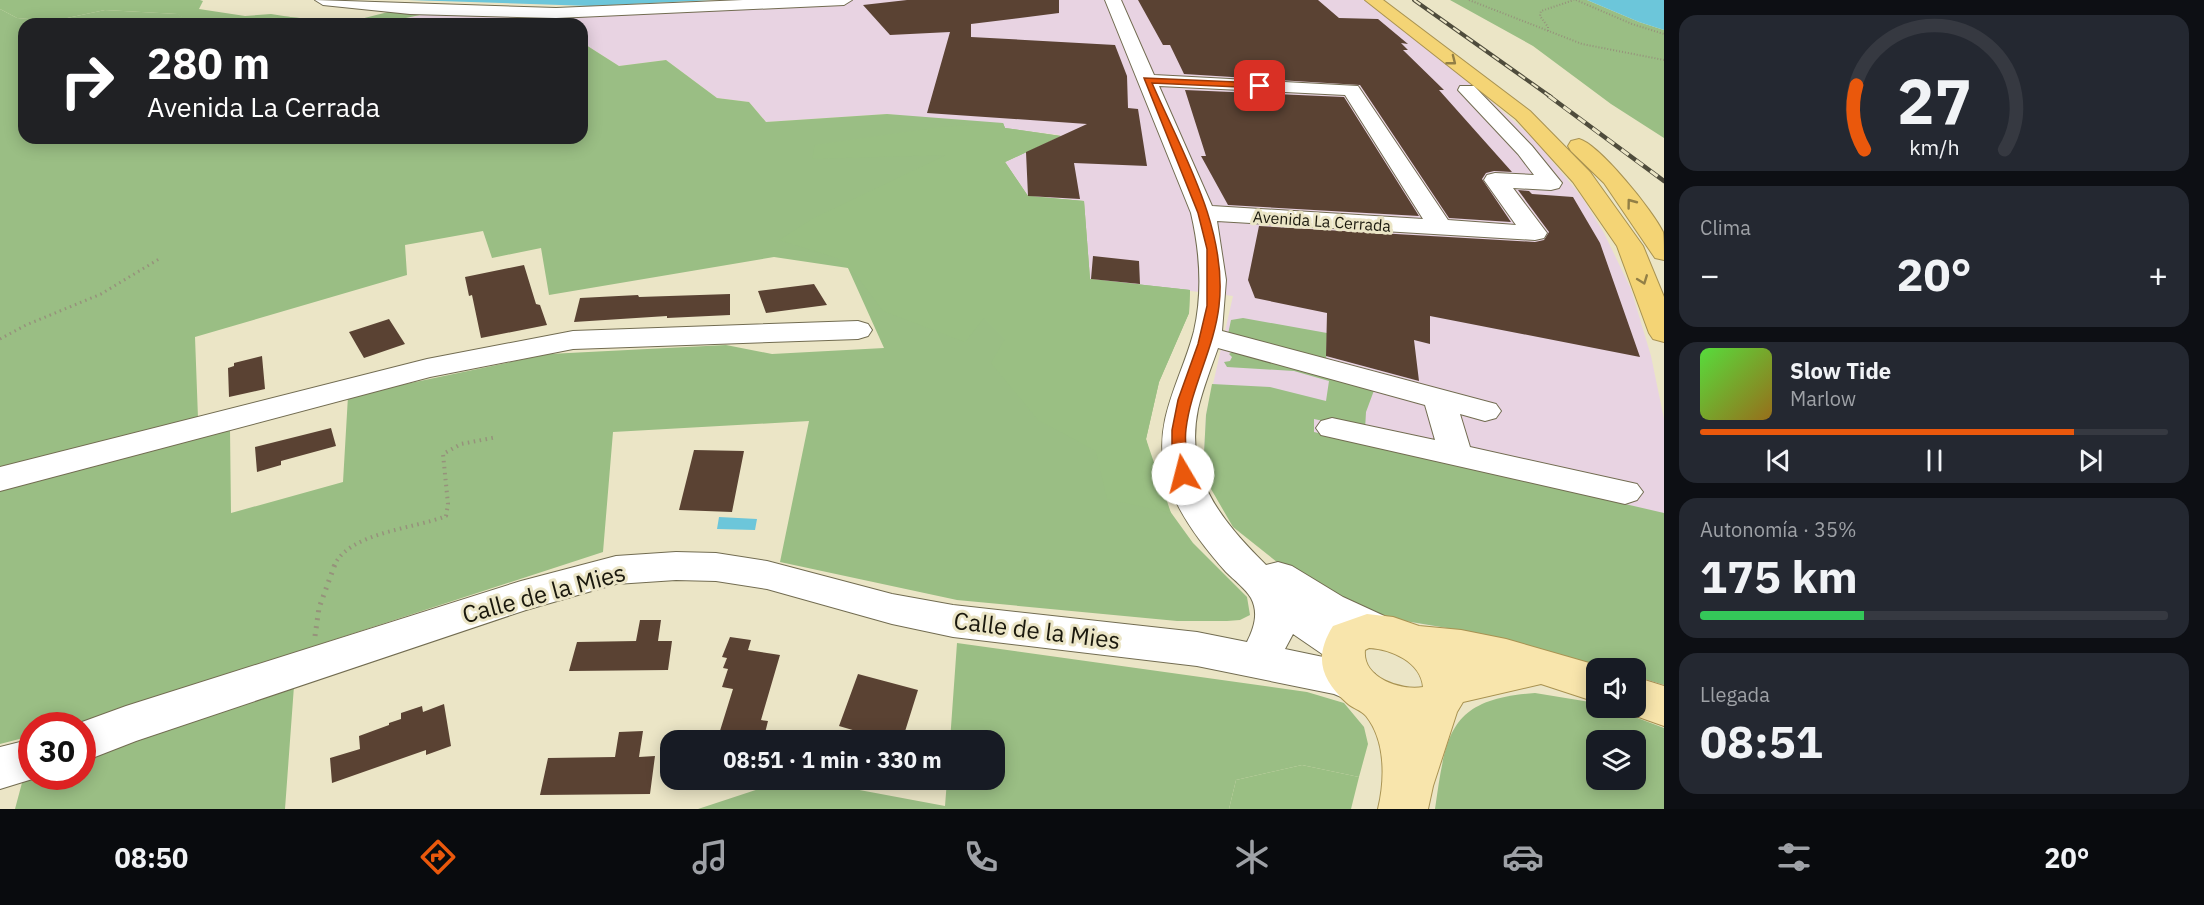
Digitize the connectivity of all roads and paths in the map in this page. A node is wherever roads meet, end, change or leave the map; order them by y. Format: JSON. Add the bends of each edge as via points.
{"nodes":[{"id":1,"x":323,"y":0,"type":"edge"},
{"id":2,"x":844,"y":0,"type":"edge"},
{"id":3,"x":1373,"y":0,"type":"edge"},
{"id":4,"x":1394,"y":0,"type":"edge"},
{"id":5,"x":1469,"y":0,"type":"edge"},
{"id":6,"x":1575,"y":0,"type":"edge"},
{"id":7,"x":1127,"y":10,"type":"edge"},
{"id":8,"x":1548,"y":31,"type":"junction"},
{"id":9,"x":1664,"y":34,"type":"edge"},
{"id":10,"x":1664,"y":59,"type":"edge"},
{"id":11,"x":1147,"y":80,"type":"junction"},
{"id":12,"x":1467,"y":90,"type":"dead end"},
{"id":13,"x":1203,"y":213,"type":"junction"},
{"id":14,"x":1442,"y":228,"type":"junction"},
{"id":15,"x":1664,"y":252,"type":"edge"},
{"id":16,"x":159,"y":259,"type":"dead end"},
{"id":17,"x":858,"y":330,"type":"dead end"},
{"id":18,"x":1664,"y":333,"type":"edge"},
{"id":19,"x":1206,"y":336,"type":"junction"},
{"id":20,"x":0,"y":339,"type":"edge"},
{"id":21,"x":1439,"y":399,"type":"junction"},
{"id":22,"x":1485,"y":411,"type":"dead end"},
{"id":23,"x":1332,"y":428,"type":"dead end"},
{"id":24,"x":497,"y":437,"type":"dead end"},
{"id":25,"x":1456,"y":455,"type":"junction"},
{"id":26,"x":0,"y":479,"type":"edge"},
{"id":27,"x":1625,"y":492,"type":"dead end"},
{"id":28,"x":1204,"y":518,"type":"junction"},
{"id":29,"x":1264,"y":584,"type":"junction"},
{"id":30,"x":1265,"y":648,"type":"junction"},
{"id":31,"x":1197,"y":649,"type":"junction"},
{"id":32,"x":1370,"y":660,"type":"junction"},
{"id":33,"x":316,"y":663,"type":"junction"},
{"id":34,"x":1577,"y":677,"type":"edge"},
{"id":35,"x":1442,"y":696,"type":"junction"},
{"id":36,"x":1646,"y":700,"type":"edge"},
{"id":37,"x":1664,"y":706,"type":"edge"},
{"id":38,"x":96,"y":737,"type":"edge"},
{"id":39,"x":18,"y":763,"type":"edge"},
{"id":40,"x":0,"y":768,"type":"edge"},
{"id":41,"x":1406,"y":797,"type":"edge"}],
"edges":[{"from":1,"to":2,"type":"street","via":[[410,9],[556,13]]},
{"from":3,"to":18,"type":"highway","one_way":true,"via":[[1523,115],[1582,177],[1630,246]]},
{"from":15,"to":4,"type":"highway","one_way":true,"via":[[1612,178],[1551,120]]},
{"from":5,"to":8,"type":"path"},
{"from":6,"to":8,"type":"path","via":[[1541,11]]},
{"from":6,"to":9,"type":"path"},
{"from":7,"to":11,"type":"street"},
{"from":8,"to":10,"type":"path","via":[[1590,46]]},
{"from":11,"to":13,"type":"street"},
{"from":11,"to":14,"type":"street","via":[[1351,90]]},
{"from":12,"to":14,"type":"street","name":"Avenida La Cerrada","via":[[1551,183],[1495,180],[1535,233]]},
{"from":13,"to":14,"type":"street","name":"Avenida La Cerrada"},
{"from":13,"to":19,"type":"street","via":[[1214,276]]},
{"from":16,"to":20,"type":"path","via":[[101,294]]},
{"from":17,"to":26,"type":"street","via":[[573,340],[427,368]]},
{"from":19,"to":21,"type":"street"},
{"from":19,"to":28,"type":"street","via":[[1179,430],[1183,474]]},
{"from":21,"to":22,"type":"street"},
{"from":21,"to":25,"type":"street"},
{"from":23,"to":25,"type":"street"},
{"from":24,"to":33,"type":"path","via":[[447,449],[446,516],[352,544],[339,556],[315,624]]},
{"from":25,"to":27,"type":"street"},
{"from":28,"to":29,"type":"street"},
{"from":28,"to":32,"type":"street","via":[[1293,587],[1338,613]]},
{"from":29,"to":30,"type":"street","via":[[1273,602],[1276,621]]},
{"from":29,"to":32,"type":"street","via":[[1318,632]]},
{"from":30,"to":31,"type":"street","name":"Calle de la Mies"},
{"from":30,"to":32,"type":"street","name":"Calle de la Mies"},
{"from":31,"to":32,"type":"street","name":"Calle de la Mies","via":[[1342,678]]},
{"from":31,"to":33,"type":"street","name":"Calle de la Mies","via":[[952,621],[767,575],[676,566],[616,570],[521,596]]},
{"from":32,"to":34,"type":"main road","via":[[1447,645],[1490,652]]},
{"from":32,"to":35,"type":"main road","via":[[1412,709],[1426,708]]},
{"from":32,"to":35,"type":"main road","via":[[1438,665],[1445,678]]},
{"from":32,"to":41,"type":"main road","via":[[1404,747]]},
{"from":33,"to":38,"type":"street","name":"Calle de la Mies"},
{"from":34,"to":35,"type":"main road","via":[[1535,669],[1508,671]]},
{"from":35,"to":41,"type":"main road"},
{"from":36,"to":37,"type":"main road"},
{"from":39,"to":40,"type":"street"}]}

▬▬▬▬▬▬

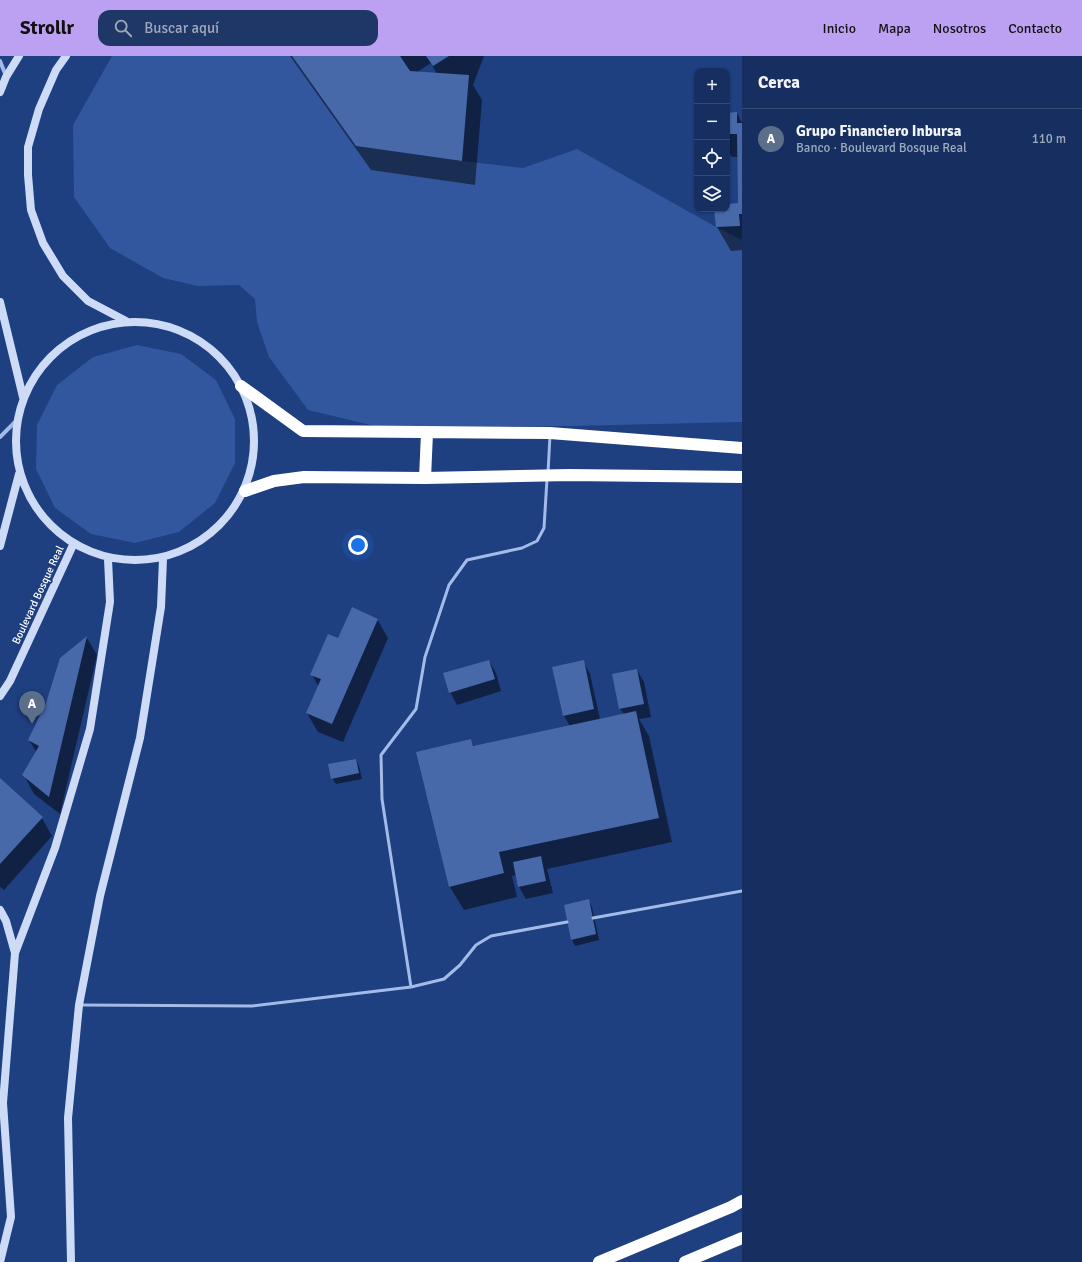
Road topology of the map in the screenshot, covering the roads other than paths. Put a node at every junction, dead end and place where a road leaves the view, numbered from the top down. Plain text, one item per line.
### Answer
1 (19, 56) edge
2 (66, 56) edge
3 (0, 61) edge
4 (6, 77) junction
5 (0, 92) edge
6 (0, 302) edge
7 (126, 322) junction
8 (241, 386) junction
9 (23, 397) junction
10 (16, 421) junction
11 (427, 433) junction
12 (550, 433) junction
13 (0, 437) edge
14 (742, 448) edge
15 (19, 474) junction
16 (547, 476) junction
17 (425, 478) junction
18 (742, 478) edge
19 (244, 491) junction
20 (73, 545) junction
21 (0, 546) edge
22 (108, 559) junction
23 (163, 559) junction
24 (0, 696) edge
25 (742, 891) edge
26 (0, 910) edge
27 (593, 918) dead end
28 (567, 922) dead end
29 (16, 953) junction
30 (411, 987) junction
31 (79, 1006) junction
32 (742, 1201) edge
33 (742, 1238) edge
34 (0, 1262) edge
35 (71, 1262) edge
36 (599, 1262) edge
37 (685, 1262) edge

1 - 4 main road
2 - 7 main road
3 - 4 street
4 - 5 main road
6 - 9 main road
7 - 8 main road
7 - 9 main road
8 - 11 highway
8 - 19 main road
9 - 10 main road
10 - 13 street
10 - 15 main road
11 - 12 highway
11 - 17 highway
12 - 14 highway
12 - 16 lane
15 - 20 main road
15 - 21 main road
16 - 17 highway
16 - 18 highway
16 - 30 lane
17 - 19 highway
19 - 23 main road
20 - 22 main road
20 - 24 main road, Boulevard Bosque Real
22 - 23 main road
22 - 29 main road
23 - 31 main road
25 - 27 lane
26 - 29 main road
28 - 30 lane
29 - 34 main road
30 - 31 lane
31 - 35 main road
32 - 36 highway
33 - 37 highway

▬▬▬▬▬▬

What the task asks
Your answer should consist of all lines in the listing above that contain "roads".

Completed task
Digitize the connectivity of all roads and paths in the map in this page. A node is wherever roads meet, end, change or leave the map; order them by y. Format: JSON. Add the bends of each edge as via points.
Road topology of the map in the screenshot, covering the roads other than paths. Put a node at every junction, dead end and place where a road leaves the view, numbered from the top down. Plain text, one item per line.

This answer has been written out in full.